◆ Exercise description
Every record must be transcribed in its entirety, apart from the images, which are to be omitted.

*** Given records Section Begins ***

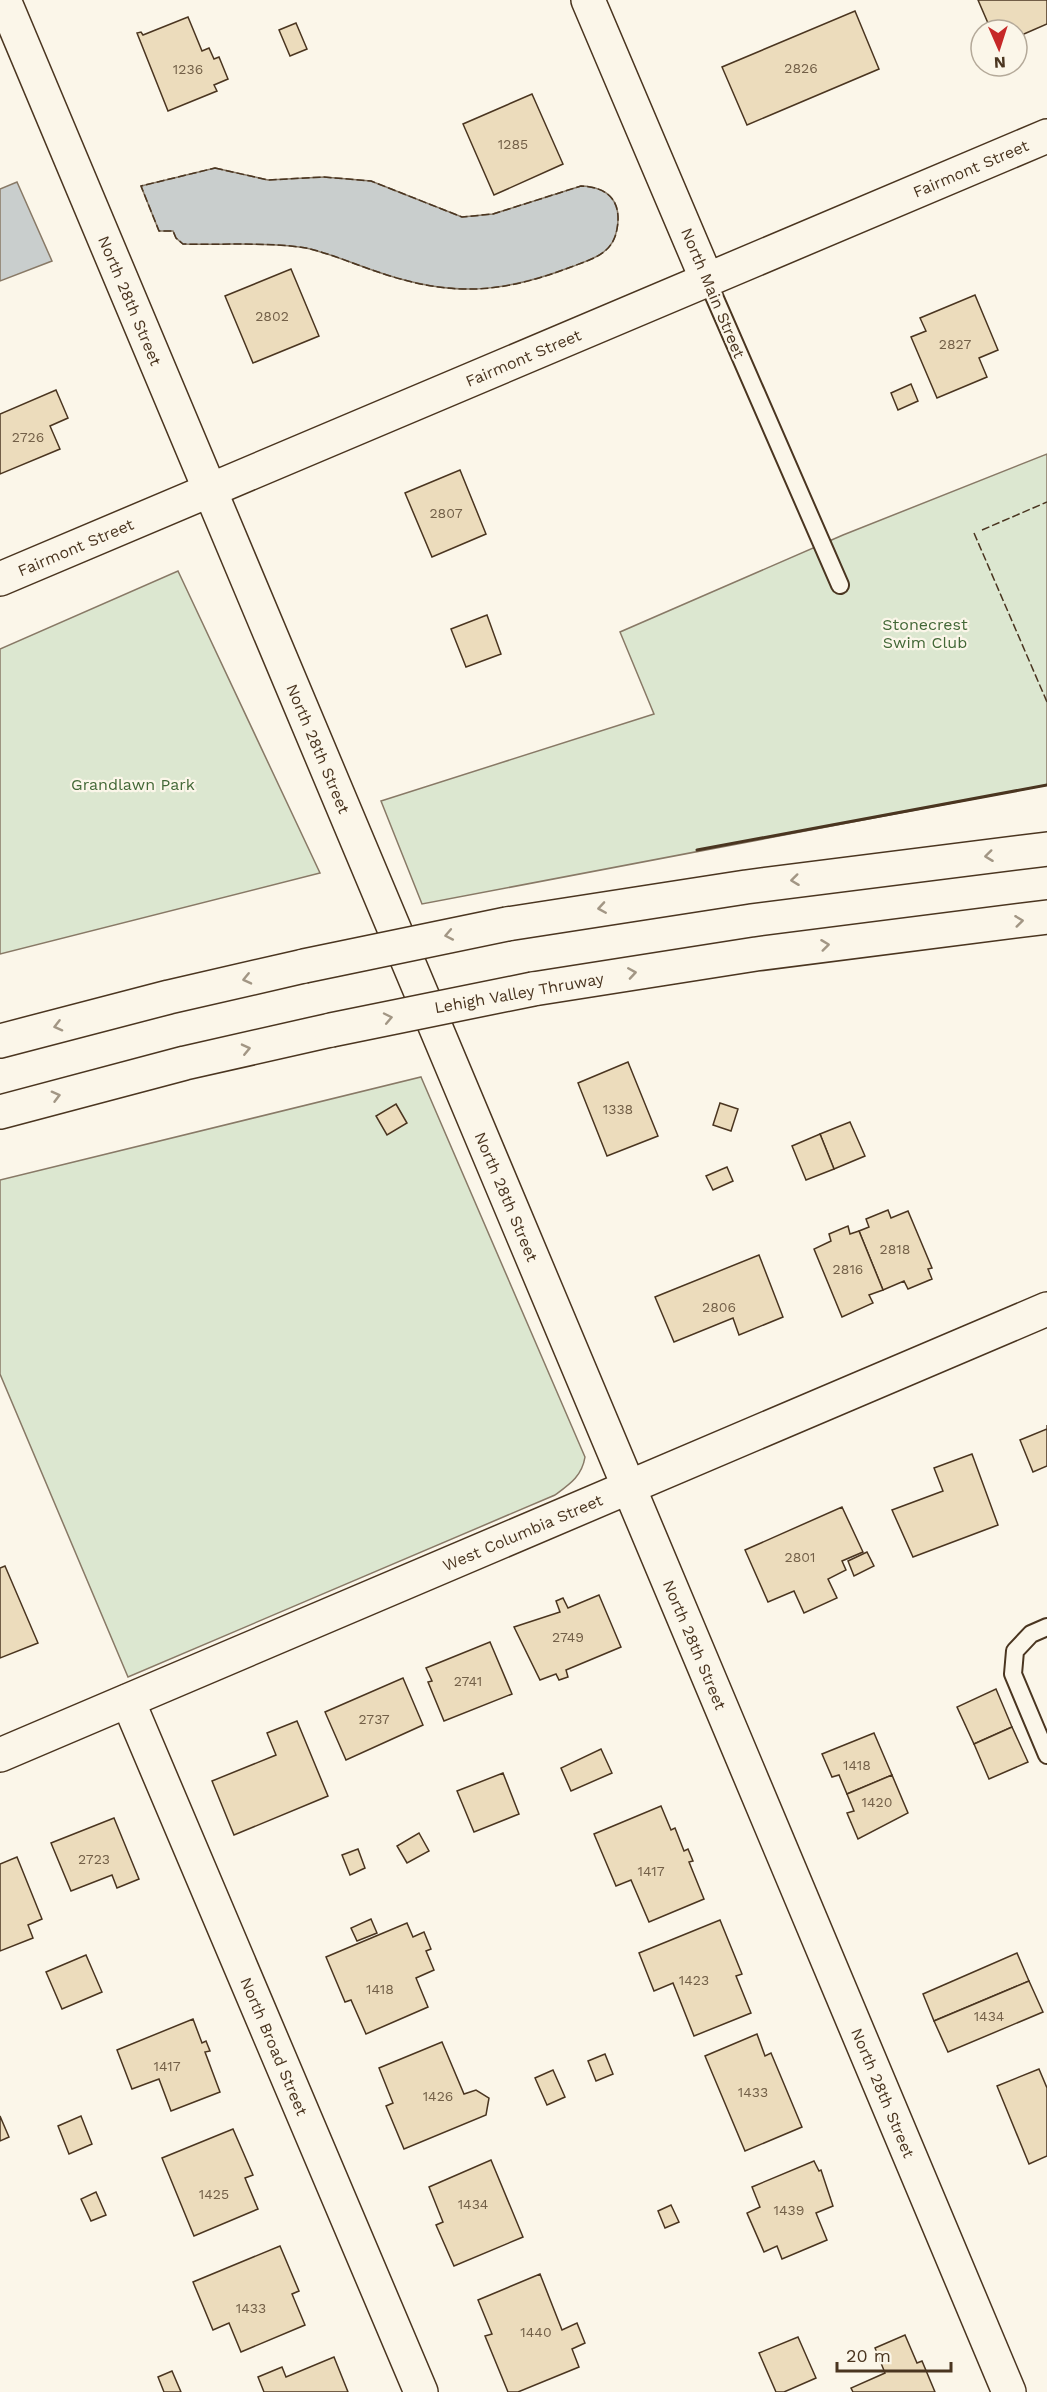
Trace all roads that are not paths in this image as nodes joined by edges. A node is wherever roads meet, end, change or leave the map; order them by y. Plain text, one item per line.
1 (4, 0) edge
2 (588, 0) edge
3 (1047, 136) edge
4 (707, 280) junction
5 (210, 490) junction
6 (0, 579) edge
7 (840, 585) dead end
8 (1047, 849) edge
9 (1047, 917) edge
10 (0, 1041) edge
11 (0, 1112) edge
12 (1047, 1309) edge
13 (630, 1487) junction
14 (1047, 1627) edge
15 (128, 1701) junction
16 (0, 1755) edge
17 (1047, 1755) edge
18 (421, 2392) edge
19 (1008, 2392) edge

1 - 5 main road, North 28th Street
2 - 4 main road, North Main Street
3 - 4 main road, Fairmont Street
4 - 5 main road, Fairmont Street
4 - 7 lane, North Main Street
5 - 6 main road, Fairmont Street
5 - 13 main road, North 28th Street
8 -> 10 main road, bridge
11 -> 9 main road, Lehigh Valley Thruway, bridge
12 - 13 main road, West Columbia Street
13 - 15 main road, West Columbia Street
13 - 19 main road, North 28th Street
14 - 17 lane
15 - 16 main road, West Columbia Street
15 - 18 main road, North Broad Street

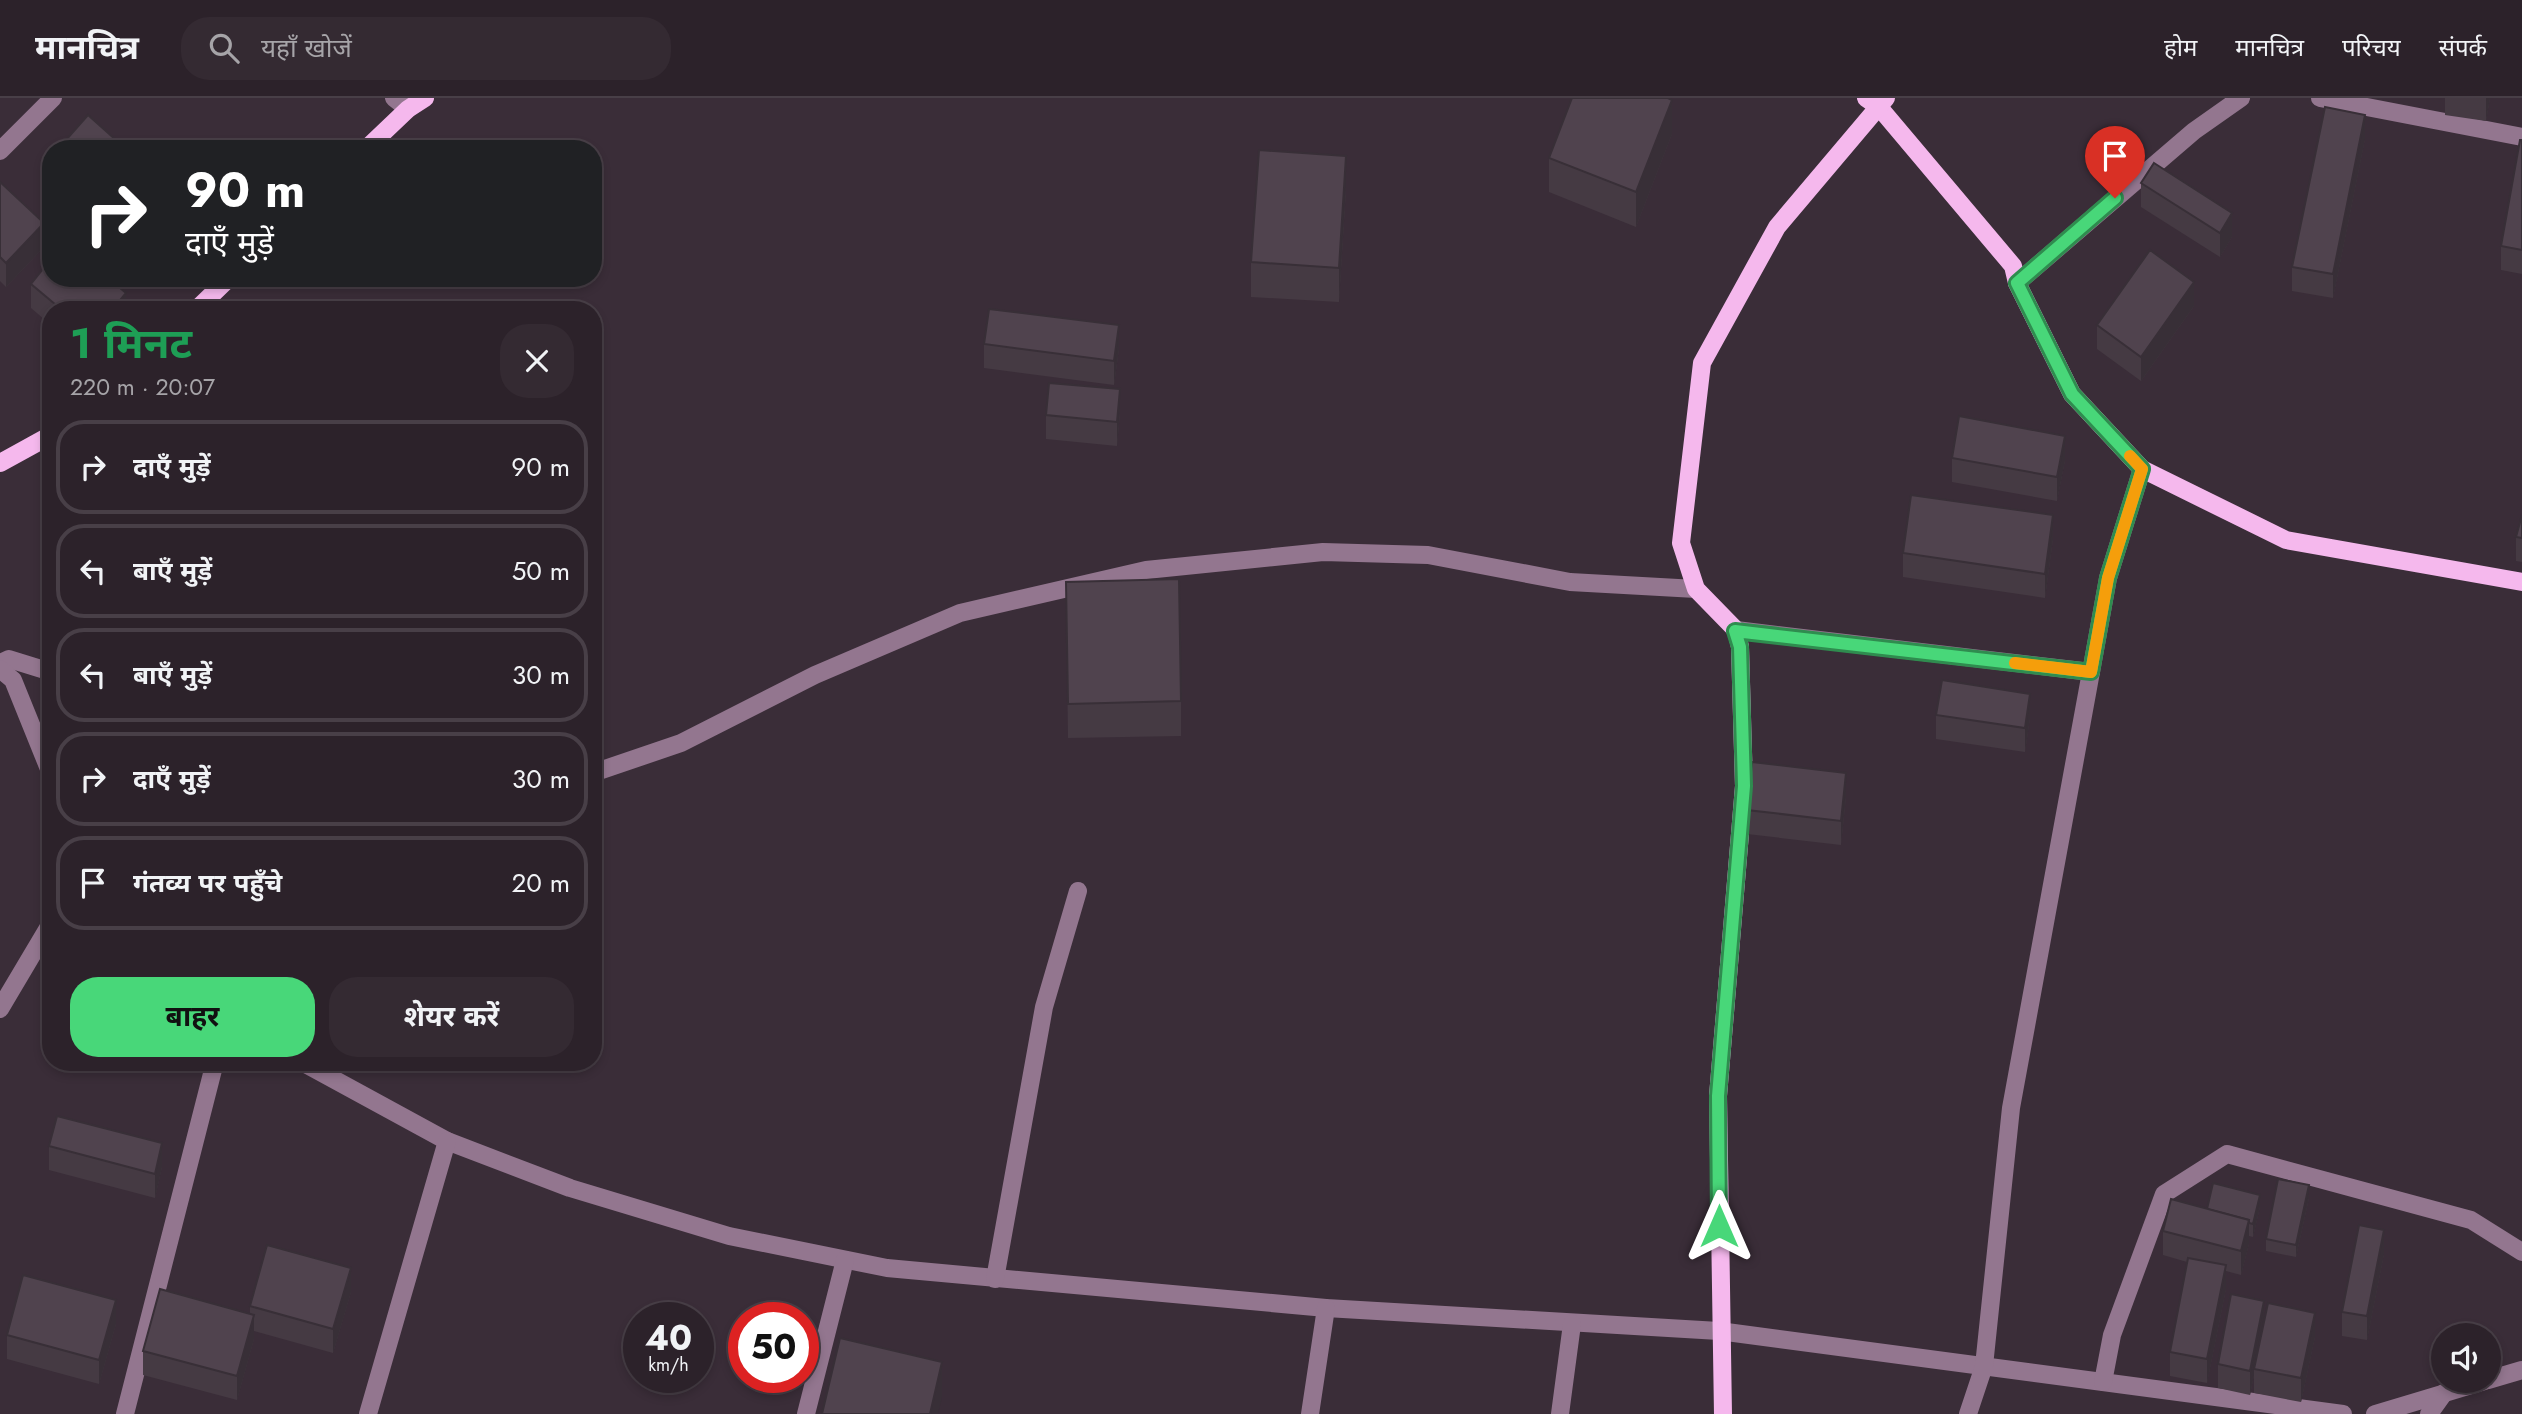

*** Given records Section Ends ***

◆ Answer to this exercise
Trace all roads that are not paths in this image as nodes joined by edges. A node is wherever roads meet, end, change or leave the map; order them by y. Plain text, one item per line.
1 (4, 0) edge
2 (588, 0) edge
3 (1047, 136) edge
4 (707, 280) junction
5 (210, 490) junction
6 (0, 579) edge
7 (840, 585) dead end
8 (1047, 849) edge
9 (1047, 917) edge
10 (0, 1041) edge
11 (0, 1112) edge
12 (1047, 1309) edge
13 (630, 1487) junction
14 (1047, 1627) edge
15 (128, 1701) junction
16 (0, 1755) edge
17 (1047, 1755) edge
18 (421, 2392) edge
19 (1008, 2392) edge

1 - 5 main road, North 28th Street
2 - 4 main road, North Main Street
3 - 4 main road, Fairmont Street
4 - 5 main road, Fairmont Street
4 - 7 lane, North Main Street
5 - 6 main road, Fairmont Street
5 - 13 main road, North 28th Street
8 -> 10 main road, bridge
11 -> 9 main road, Lehigh Valley Thruway, bridge
12 - 13 main road, West Columbia Street
13 - 15 main road, West Columbia Street
13 - 19 main road, North 28th Street
14 - 17 lane
15 - 16 main road, West Columbia Street
15 - 18 main road, North Broad Street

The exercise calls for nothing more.